__WHAT YOU SHOULD DO__: Copy each line from the data that has the word "Bertolacine" in it.

__RECORDS TO PROCESS__:
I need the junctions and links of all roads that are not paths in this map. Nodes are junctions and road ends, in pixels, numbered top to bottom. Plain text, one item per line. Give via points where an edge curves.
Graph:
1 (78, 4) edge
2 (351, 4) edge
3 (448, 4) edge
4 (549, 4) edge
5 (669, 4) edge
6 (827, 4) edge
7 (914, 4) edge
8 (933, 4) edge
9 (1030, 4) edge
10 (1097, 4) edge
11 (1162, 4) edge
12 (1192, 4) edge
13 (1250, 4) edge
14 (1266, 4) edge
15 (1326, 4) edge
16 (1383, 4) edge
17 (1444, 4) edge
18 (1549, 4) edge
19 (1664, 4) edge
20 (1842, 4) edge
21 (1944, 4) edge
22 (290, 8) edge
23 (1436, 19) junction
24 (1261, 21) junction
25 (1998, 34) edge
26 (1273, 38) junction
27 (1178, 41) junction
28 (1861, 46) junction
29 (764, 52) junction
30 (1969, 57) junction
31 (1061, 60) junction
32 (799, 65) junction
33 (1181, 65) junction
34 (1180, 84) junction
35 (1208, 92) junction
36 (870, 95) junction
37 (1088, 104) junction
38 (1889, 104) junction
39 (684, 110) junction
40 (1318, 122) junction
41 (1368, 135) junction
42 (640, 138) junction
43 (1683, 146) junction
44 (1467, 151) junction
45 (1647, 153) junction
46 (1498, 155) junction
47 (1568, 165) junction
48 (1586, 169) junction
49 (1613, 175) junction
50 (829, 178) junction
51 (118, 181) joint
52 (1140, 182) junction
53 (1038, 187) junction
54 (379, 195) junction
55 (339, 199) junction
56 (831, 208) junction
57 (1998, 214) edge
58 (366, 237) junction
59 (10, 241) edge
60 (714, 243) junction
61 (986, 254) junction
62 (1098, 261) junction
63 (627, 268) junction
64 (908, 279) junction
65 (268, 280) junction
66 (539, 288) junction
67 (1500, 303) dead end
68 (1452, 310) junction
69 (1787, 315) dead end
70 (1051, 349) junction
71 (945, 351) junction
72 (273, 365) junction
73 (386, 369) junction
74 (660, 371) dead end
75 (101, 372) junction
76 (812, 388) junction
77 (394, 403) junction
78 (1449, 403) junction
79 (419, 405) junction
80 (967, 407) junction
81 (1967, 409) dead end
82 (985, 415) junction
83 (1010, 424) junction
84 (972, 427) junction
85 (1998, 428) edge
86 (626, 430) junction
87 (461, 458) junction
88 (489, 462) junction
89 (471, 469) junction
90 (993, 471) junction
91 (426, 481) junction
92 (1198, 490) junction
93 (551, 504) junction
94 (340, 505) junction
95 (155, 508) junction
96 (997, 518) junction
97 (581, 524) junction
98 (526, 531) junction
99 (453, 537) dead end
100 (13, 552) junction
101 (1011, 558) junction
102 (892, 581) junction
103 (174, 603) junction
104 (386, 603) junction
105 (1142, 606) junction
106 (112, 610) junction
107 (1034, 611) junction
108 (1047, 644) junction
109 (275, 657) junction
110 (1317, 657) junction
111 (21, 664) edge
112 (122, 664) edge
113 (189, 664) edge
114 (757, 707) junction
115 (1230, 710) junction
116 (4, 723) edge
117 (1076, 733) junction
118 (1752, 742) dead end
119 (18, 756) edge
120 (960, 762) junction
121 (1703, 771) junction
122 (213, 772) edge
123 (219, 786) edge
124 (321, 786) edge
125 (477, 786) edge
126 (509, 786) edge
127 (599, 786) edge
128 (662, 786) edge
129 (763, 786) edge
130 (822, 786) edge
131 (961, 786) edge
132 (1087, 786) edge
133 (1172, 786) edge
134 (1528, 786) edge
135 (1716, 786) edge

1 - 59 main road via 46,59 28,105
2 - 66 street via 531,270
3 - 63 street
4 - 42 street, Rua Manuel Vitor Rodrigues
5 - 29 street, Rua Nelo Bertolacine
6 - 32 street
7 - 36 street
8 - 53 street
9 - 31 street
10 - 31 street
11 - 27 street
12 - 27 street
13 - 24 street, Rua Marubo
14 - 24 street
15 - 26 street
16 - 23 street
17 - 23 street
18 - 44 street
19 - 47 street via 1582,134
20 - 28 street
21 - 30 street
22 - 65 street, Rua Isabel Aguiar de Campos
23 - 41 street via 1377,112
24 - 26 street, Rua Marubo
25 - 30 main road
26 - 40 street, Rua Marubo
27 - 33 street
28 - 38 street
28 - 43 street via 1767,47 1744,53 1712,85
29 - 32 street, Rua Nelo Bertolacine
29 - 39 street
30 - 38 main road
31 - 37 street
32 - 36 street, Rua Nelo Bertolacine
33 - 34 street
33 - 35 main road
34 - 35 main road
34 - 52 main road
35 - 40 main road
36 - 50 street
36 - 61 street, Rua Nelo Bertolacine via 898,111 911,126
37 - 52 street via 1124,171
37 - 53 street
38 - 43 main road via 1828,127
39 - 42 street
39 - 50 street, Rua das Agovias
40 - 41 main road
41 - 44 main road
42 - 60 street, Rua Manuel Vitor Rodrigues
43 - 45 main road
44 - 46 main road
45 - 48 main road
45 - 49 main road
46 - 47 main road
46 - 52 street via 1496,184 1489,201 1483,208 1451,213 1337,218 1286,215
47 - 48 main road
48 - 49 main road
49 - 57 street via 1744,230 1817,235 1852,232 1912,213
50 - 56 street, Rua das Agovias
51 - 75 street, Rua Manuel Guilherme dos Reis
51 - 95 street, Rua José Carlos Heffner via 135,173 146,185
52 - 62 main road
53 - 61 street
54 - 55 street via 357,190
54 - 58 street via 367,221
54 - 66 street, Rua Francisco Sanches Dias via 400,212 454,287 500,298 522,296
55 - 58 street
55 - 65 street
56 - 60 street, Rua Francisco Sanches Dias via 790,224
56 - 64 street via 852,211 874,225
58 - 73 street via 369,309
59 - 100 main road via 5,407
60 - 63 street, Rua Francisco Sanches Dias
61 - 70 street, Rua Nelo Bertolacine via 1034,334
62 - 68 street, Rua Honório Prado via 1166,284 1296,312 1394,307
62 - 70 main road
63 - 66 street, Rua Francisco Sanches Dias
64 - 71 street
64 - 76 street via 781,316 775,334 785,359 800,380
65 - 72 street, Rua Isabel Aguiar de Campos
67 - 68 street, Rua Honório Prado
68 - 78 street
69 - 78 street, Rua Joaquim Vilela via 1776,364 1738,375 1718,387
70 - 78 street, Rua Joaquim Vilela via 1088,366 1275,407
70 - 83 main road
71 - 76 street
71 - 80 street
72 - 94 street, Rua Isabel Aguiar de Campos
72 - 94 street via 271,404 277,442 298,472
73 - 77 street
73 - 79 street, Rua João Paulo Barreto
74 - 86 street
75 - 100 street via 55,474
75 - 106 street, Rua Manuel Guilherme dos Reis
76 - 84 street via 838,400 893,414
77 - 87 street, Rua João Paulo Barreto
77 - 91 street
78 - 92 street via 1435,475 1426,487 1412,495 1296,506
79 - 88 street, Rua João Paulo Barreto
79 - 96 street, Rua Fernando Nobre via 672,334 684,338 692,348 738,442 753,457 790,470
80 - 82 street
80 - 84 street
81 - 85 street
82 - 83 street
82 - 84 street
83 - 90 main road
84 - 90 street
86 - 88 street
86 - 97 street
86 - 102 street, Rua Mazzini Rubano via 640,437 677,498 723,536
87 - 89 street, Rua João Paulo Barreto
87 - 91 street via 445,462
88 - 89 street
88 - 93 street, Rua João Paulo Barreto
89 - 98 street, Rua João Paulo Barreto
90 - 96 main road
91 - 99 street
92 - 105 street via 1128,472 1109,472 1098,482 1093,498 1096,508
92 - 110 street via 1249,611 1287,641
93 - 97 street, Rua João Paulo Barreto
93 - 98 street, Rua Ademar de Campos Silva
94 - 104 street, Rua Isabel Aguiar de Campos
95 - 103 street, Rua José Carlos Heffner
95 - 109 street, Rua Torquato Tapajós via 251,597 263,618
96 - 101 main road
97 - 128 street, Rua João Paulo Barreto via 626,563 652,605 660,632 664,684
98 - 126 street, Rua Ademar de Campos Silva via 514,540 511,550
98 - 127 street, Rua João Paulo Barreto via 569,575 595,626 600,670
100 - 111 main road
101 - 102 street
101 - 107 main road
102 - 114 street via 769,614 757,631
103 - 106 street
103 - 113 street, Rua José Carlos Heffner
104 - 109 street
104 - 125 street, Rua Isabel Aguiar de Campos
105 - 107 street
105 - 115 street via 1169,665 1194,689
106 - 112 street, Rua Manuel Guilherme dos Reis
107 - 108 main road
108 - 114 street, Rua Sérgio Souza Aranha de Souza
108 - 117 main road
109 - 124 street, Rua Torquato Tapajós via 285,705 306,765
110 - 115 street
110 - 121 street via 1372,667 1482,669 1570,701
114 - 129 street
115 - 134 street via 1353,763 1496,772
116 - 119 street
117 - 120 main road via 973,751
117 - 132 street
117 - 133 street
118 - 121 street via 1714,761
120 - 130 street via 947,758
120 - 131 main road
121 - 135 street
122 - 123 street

__FINISHED TASK__:
5 - 29 street, Rua Nelo Bertolacine
29 - 32 street, Rua Nelo Bertolacine
32 - 36 street, Rua Nelo Bertolacine
36 - 61 street, Rua Nelo Bertolacine via 898,111 911,126
61 - 70 street, Rua Nelo Bertolacine via 1034,334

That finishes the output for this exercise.